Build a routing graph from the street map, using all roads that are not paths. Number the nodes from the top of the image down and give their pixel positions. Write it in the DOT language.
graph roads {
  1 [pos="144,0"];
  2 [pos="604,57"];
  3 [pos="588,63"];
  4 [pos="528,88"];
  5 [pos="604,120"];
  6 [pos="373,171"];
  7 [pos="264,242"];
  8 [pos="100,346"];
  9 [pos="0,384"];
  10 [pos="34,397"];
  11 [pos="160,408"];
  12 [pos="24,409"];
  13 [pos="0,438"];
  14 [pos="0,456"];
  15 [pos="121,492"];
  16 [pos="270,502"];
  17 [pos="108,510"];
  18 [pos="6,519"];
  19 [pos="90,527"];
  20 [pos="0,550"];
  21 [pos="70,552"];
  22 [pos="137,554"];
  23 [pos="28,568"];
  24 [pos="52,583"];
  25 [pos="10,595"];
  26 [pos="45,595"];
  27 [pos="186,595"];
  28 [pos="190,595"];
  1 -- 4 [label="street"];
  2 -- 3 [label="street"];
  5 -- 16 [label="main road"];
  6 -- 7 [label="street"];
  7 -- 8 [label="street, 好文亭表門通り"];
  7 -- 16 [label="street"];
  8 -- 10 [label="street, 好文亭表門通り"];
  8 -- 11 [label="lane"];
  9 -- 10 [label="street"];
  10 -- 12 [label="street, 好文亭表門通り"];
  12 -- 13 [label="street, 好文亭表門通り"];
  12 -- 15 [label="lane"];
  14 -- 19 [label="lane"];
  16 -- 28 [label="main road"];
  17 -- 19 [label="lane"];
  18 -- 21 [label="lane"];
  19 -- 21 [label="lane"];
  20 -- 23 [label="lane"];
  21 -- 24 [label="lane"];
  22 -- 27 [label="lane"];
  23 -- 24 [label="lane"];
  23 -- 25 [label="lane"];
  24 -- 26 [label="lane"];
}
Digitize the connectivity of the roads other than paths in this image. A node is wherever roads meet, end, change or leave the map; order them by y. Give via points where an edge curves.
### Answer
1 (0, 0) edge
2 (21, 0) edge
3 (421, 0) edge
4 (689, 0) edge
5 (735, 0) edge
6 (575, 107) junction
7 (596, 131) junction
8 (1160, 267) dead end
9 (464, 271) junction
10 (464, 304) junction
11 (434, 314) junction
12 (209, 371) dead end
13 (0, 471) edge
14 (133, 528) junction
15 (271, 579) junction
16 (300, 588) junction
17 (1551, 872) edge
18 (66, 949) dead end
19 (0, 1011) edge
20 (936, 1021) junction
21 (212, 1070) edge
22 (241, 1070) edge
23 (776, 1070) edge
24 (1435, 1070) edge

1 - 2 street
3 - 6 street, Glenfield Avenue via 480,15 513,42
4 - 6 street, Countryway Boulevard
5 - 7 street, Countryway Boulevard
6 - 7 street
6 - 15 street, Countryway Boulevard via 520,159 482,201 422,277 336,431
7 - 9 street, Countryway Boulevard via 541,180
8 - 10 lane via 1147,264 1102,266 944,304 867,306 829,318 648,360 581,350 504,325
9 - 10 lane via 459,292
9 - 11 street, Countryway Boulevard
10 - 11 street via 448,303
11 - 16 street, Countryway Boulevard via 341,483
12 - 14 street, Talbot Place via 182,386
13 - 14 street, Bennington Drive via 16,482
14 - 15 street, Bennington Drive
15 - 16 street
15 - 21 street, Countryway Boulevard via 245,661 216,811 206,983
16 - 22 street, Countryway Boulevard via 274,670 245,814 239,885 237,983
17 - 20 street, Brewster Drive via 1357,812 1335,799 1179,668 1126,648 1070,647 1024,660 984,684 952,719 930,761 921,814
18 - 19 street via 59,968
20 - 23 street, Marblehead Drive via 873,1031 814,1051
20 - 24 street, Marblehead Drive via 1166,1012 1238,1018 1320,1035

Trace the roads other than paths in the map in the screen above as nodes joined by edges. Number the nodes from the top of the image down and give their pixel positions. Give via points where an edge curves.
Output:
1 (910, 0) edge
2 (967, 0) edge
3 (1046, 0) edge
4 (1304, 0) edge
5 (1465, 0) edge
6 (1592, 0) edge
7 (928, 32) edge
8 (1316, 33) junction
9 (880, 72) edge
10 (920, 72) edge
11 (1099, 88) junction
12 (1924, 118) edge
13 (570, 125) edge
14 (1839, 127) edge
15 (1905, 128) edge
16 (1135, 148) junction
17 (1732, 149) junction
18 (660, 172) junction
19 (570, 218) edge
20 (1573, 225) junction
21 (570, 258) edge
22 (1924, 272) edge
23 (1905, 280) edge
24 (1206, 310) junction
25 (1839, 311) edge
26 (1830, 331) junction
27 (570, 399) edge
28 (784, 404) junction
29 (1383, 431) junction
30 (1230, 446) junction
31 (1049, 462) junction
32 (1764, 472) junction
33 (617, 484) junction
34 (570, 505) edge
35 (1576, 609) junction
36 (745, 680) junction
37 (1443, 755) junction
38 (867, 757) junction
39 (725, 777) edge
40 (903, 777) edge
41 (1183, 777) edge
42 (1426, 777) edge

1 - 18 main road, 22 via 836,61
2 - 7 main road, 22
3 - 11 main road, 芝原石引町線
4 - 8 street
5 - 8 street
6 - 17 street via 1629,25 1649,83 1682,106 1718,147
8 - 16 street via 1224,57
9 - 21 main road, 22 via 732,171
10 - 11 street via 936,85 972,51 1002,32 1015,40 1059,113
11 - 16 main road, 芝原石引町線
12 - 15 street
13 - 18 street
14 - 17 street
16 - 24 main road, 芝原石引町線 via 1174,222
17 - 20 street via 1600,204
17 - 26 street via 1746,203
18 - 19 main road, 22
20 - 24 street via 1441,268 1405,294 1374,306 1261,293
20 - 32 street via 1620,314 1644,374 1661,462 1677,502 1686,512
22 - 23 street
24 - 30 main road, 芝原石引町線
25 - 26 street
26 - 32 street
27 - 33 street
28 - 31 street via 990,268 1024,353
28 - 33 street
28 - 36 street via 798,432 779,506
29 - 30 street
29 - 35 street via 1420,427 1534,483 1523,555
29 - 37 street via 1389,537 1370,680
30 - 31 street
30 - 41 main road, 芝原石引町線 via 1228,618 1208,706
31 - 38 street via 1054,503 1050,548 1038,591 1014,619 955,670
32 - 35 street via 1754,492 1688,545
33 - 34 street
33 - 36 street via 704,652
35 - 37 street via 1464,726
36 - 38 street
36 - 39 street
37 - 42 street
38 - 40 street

> **AIM OF THE TASK**
Each line in the data that holds the string "好文亭表門通り" should be found and copied.

> **OUTPUT BELOW**
  7 -- 8 [label="street, 好文亭表門通り"];
  8 -- 10 [label="street, 好文亭表門通り"];
  10 -- 12 [label="street, 好文亭表門通り"];
  12 -- 13 [label="street, 好文亭表門通り"];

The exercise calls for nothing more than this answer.